Copper/iron bimetal phenolic networks boosted apoptosis/ferroptosis/cuproptosis combined tumor therapy through dual glutathione depletion

Abstract

Cuproptosis, ferroptosis, and reactive oxygen species (ROS)-involved apoptosis are all bound by the overexpressed glutathione (GSH) in tumor microenvironment (TME). Herein, a dual GSH depletor is developed based on copper/iron bimetal gallic acid phenolic networks (CuFeGA MPNs) for combination tumor therapy by GSH depletion boosted apoptosis/ferroptosis/cuproptosis simultaneously. The CuFeGA MPNs are dissociated following exposure to the highly expressed GSH, causing the release of large quantities of GA, Fe2+, and Cu+. The released GA then further consumes the residual GSH. In conjunction with the GSH response-consumption behavior, the GSH depletion is achieved by those dual GSH consumption procedures. Subsequently, the expression of glutathione peroxides 4 (GPX4) is down-regulated by GSH depletion for further accumulation of lipid peroxides (LPO). Moreover, intracellular ROS levels are improved via Fenton reaction with released Cu+ and Fe2+, leading to buildup of LPO concurrently.
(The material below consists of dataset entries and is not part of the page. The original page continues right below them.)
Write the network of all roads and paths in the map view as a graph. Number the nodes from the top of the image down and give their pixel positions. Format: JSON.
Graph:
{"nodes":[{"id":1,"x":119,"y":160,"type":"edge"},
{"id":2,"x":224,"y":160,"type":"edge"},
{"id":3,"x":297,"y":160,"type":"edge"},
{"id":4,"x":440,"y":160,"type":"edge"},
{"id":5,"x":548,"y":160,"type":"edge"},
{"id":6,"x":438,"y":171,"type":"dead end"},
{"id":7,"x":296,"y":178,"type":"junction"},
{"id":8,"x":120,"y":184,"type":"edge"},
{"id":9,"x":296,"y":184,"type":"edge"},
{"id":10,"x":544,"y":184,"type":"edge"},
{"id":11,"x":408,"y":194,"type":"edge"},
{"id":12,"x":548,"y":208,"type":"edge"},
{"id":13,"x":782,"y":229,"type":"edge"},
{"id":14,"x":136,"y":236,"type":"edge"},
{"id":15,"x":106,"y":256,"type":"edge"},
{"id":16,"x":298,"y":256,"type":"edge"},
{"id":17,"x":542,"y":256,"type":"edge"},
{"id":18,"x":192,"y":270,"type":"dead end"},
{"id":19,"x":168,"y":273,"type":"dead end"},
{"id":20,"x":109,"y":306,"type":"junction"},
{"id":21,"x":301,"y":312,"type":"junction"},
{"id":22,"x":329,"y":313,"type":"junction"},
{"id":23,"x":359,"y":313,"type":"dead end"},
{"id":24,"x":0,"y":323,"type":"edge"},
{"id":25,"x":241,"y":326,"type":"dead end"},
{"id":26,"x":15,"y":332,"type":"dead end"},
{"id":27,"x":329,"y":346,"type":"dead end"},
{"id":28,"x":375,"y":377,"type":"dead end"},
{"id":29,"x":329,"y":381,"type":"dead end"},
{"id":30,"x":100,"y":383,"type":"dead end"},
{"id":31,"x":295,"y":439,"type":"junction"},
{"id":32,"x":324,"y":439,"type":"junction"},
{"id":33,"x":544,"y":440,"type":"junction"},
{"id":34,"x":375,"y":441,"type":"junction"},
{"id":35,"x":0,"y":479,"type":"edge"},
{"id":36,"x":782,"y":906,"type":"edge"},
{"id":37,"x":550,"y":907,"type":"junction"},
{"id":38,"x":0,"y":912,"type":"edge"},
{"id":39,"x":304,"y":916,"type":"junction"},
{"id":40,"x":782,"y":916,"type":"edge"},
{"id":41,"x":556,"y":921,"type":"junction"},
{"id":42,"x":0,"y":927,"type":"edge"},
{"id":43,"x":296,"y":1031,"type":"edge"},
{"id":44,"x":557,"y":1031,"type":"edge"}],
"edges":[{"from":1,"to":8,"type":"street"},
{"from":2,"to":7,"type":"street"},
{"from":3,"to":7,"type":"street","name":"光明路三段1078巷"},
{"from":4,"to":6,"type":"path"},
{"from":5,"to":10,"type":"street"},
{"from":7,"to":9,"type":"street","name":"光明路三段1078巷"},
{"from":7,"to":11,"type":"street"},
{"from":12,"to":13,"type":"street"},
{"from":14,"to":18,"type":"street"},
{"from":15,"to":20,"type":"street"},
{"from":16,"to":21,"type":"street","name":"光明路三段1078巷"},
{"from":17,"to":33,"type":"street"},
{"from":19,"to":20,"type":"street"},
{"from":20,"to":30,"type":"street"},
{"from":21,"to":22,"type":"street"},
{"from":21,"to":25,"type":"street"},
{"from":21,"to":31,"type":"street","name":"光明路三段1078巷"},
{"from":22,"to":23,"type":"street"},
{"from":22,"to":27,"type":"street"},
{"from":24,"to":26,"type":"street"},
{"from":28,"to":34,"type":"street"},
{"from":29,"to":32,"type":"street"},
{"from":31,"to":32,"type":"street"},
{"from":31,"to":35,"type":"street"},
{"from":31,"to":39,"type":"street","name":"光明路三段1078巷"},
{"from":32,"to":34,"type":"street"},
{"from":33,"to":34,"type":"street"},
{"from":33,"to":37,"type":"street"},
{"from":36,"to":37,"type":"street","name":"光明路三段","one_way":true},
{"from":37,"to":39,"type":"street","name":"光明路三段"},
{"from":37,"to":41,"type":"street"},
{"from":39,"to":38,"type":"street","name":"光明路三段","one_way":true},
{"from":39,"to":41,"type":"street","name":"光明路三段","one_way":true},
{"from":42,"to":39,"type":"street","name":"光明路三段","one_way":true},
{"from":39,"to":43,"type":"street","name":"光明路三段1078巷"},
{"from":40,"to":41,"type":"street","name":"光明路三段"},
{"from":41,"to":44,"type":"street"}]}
Eventually, excess ROS can activate mitochondria-associated apoptosis, and the surge of LPO initiates ferroptosis without GSH homeostasis. Meanwhile, the oligomerization of lipoylated dihydrolipoamide S-acetyltransferase (DLAT) and decline of iron-sulfur cluster protein are induced by excessive Cu+ in the absence of GSH chelation, activating cuproptosis. This work provides a feasible approach for the realization of multiple mechanisms combined tumor therapy.